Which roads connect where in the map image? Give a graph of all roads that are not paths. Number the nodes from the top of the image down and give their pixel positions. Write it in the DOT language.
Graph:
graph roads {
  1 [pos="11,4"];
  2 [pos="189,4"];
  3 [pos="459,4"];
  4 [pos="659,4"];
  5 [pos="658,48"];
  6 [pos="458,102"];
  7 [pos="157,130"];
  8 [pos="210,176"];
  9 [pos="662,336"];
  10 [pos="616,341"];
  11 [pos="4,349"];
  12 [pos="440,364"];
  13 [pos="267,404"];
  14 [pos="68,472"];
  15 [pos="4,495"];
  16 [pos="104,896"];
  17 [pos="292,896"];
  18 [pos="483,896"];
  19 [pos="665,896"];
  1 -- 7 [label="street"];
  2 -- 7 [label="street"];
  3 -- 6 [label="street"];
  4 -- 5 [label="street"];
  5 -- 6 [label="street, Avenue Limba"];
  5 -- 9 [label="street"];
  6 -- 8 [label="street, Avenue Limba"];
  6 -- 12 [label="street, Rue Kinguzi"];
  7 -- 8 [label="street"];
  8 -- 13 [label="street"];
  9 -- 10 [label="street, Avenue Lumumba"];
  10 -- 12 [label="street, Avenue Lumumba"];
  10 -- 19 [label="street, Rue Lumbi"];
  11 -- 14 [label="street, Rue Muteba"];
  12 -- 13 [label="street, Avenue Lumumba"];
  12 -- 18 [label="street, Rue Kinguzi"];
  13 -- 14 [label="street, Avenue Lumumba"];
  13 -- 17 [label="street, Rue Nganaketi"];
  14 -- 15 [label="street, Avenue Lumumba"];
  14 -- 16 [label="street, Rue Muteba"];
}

- _Assigned task_
Every entry in the data should be returned exactly.

- _Reply_
Which roads connect where in the map image? Give a graph of all roads that are not paths. Number the nodes from the top of the image down and give their pixel positions. Write it in the DOT language.
Graph:
graph roads {
  1 [pos="11,4"];
  2 [pos="189,4"];
  3 [pos="459,4"];
  4 [pos="659,4"];
  5 [pos="658,48"];
  6 [pos="458,102"];
  7 [pos="157,130"];
  8 [pos="210,176"];
  9 [pos="662,336"];
  10 [pos="616,341"];
  11 [pos="4,349"];
  12 [pos="440,364"];
  13 [pos="267,404"];
  14 [pos="68,472"];
  15 [pos="4,495"];
  16 [pos="104,896"];
  17 [pos="292,896"];
  18 [pos="483,896"];
  19 [pos="665,896"];
  1 -- 7 [label="street"];
  2 -- 7 [label="street"];
  3 -- 6 [label="street"];
  4 -- 5 [label="street"];
  5 -- 6 [label="street, Avenue Limba"];
  5 -- 9 [label="street"];
  6 -- 8 [label="street, Avenue Limba"];
  6 -- 12 [label="street, Rue Kinguzi"];
  7 -- 8 [label="street"];
  8 -- 13 [label="street"];
  9 -- 10 [label="street, Avenue Lumumba"];
  10 -- 12 [label="street, Avenue Lumumba"];
  10 -- 19 [label="street, Rue Lumbi"];
  11 -- 14 [label="street, Rue Muteba"];
  12 -- 13 [label="street, Avenue Lumumba"];
  12 -- 18 [label="street, Rue Kinguzi"];
  13 -- 14 [label="street, Avenue Lumumba"];
  13 -- 17 [label="street, Rue Nganaketi"];
  14 -- 15 [label="street, Avenue Lumumba"];
  14 -- 16 [label="street, Rue Muteba"];
}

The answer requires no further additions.